Newsletter

Keeping Information Security Simple – “It’s Much Too Easy to Be Stupid”

Letter from the CISO, Vol 3 Issue 11

Washington University Community:

Failing to be smart is easy…

Writing to the Washington University in St. Louis community, I don’t expect disagreement that it is better to be smart than the opposite.

However, even the smartest people can have moments of stupidity. In a recent interview with Adam Robinson by Shane Parrish (https://fs.blog/how-not-to-be-stupid/), Adam makes an excellent case that smart, hard-working, focused people are more likely to “be stupid” than others.

As Yo-Yo Ma said after accidentally leaving his $3.5 million Stradivarius cello in a taxicab in 1999, “I made a stupid mistake,” Yo-Yo Ma told reporters afterwards. “I just left without it.”

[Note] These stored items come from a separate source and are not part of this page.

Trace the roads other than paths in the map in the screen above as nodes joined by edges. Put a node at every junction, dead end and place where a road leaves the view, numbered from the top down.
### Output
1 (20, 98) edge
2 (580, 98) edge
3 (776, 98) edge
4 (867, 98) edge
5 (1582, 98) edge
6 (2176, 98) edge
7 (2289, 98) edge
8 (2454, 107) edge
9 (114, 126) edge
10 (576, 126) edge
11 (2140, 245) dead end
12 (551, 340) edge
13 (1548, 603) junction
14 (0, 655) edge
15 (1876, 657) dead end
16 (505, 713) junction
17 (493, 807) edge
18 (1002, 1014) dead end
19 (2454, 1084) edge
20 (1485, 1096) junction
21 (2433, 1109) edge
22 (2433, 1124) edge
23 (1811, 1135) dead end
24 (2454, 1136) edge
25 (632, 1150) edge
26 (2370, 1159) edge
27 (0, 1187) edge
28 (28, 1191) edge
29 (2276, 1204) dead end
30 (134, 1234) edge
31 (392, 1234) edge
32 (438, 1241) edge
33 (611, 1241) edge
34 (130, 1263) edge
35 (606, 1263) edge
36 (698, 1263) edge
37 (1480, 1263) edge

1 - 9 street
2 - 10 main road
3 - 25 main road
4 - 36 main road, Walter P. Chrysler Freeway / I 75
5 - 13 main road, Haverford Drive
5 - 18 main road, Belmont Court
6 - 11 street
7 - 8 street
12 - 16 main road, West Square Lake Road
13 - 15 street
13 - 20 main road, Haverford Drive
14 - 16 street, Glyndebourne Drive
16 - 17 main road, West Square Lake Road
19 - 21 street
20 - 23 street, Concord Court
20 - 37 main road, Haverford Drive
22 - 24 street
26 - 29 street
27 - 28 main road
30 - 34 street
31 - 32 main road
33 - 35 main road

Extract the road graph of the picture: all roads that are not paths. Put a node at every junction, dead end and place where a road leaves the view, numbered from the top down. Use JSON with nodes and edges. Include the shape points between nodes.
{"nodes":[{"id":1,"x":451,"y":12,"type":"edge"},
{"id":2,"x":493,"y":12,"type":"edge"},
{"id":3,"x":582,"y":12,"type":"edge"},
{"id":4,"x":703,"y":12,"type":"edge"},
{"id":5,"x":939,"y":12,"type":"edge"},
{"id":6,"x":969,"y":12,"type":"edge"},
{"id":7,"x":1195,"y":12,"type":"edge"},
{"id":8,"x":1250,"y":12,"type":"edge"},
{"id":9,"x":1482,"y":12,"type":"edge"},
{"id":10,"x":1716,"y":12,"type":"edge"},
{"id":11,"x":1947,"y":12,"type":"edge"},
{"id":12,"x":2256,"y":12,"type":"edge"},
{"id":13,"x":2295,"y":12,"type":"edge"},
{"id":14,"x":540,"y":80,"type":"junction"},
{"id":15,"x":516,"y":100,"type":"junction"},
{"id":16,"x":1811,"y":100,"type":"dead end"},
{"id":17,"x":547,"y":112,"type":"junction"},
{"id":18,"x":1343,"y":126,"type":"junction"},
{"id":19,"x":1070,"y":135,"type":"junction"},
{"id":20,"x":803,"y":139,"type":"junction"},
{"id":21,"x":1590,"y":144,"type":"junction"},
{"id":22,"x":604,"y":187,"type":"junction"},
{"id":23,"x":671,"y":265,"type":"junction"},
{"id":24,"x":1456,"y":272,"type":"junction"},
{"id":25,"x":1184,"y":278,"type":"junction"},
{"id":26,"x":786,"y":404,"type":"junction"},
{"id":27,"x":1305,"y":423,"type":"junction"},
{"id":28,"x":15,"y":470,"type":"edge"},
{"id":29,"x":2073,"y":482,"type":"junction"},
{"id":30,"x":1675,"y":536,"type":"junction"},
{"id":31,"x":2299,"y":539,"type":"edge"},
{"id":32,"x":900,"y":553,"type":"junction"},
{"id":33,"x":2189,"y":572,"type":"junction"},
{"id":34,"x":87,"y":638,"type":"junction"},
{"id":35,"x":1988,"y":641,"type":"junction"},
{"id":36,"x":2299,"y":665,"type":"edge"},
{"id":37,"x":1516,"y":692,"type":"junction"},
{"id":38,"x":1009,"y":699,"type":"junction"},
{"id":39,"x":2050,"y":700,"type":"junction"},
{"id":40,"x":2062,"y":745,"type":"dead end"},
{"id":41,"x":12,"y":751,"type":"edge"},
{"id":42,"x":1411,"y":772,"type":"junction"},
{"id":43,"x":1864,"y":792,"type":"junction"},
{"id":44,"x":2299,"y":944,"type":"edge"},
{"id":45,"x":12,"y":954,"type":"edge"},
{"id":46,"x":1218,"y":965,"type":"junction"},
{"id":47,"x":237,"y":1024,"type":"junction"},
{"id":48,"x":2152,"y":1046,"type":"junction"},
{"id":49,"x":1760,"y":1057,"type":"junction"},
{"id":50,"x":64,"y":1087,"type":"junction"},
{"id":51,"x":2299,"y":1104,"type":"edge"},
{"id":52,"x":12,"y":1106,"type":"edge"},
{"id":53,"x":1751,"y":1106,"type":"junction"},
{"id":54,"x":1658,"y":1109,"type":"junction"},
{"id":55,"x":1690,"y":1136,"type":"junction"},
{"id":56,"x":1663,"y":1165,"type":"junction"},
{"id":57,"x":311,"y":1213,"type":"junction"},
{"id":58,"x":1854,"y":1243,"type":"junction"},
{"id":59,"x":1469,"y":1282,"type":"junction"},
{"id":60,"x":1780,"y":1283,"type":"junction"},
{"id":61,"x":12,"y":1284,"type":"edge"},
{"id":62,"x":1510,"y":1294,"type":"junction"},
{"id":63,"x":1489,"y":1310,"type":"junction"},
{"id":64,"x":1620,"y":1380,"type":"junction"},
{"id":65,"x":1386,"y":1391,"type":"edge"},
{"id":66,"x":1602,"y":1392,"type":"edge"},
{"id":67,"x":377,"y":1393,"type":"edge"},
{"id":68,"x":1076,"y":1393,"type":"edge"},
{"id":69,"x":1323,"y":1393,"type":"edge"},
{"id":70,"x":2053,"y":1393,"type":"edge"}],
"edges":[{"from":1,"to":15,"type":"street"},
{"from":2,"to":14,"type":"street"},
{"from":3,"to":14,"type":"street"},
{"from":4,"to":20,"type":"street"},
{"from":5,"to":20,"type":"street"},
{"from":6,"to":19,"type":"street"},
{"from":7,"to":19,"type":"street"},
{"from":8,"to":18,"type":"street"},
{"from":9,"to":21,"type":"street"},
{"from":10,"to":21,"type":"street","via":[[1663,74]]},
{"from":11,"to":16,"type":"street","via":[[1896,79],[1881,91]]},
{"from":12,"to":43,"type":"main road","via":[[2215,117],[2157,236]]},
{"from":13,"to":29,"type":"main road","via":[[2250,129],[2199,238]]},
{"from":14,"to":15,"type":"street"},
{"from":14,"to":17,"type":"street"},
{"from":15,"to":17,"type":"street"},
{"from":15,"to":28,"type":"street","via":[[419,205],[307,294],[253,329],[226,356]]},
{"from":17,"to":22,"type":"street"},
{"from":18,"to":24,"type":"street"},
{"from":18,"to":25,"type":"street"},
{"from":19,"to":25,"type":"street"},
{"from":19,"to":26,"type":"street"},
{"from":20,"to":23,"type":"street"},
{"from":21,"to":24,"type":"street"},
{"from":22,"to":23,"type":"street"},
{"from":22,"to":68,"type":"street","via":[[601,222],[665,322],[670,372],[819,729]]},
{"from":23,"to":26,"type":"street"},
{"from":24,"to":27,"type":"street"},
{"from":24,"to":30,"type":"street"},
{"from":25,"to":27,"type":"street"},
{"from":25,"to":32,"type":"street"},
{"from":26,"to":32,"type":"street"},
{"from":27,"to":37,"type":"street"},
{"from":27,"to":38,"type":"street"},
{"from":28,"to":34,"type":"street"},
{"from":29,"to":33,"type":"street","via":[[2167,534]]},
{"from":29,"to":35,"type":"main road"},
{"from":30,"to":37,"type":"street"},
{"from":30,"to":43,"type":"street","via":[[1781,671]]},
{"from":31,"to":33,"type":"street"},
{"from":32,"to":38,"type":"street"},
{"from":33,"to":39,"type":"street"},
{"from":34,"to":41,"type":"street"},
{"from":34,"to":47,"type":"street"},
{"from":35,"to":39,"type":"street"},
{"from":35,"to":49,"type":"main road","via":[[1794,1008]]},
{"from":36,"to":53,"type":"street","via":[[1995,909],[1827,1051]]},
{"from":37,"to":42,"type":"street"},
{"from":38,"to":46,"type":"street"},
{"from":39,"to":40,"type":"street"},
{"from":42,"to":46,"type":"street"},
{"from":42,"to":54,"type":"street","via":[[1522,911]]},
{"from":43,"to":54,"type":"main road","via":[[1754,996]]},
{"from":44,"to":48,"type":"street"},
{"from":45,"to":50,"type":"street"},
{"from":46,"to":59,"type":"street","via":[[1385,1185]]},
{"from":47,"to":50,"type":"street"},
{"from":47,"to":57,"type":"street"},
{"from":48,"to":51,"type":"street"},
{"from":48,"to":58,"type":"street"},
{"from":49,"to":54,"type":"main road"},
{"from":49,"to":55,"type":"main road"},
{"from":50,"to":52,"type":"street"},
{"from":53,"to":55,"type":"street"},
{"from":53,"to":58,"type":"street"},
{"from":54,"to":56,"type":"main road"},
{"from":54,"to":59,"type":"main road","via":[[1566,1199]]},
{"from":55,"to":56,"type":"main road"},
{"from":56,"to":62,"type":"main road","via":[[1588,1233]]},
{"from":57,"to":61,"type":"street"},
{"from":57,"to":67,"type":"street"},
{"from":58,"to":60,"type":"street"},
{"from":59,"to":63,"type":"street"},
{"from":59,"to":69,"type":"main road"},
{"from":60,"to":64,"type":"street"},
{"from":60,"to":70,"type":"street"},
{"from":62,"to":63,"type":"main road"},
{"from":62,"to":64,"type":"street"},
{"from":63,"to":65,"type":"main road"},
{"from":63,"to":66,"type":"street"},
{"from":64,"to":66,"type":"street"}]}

Even the most talented geniuses can take a vacation from being smart.

What is stupidity?

Adam begins by defining stupidity as “overlooking or dismissing conspicuously crucial information” and goes on to identify seven factors that lead to stupidity or foolishness, namely:

  1. Being outside your normal environment or changing your routines.
  2. Being in the presence of a group where social cohesion comes into play.
  3. Being in the presence of an expert, or, if you, yourself, are an expert.
  4. Fixation on an outcome or doing any task that requires intense focus.
  5. Information overload.
  6. Physical or emotional stress, fatigue.
  7. Urgency or rushing.

Acting alone, any of these are powerful enough. But together, they dramatically increase the odds you are unaware that you’ve been cognitively compromised.

Expertise and Overconfidence

In my November 2023 (V3n6) column I wrote about the “Preparedness Paradox”, which is at least part of what’s going on in #3, where expertise can make people feel more prepared than they really are. A little expertise can be more dangerous than a lot because real experts often recognize that the more they know, the more questions they have.

But the bad guys know how to make us stupid

Unfortunately, malicious cyber actors know how to use many of these levers to make us stupid act foolishly.

Whether using email, text message, social media, or a phone call, cyber con artists have tricks and amazing abilities to flood us with information, put us under stress, and invoke urgency to hijack our cognitive processes. All of this in the hope of making us stupid act foolishly.

How to be less stupid – maybe even smart

#1: In Information Security, the #1 thing to do is to be vigilant, suspicious, and even a little bit paranoid. (Yes, I write this every month because it is so important.)

#2: Take a deep breath and think! Cybercriminals want to make you react and keep you from thinking. It makes sense that thinking is probably a good step toward being smarter. If the person on the phone tells you that you should keep the situation secret for any reason, you should be suspicious.

If you aren’t sure, this is a great opportunity to “call a friend” or the “cyber security buddy” I encouraged everyone to find in my column last August, Letter from the CISO, Vol 3 Issue 3.

This is also when you should hang up, look up the caller’s number—on your credit/debit card for banks, in your address book if it’s someone you know, or on the company’s official website—and call them back. Looking at the Caller ID is NOT good enough! Phone numbers and names are easy to fake, and the criminals know how.

And if the Chancellor has never called or texted you before, he probably isn’t doing so now. Especially not to ask you to buy him gift cards!

Call to action

What can you do?

Last month, I encouraged all of you to get together with family and your closest, trusted friends and share stories about cyber con artists. This month, you can try to get their attention by promising to help them avoid doing stupid things.

Dodge the urgency cybercriminals try to instill in you. Look through the information they’re trying to overload you with.

Call your cyber security buddy to help you deal with the emotional stress.

If you need help with any of these ideas, please contact the Office of Information Security.

Thank you for reading my column and for being a member of the university’s Information Security team!

Good luck, and be careful out there!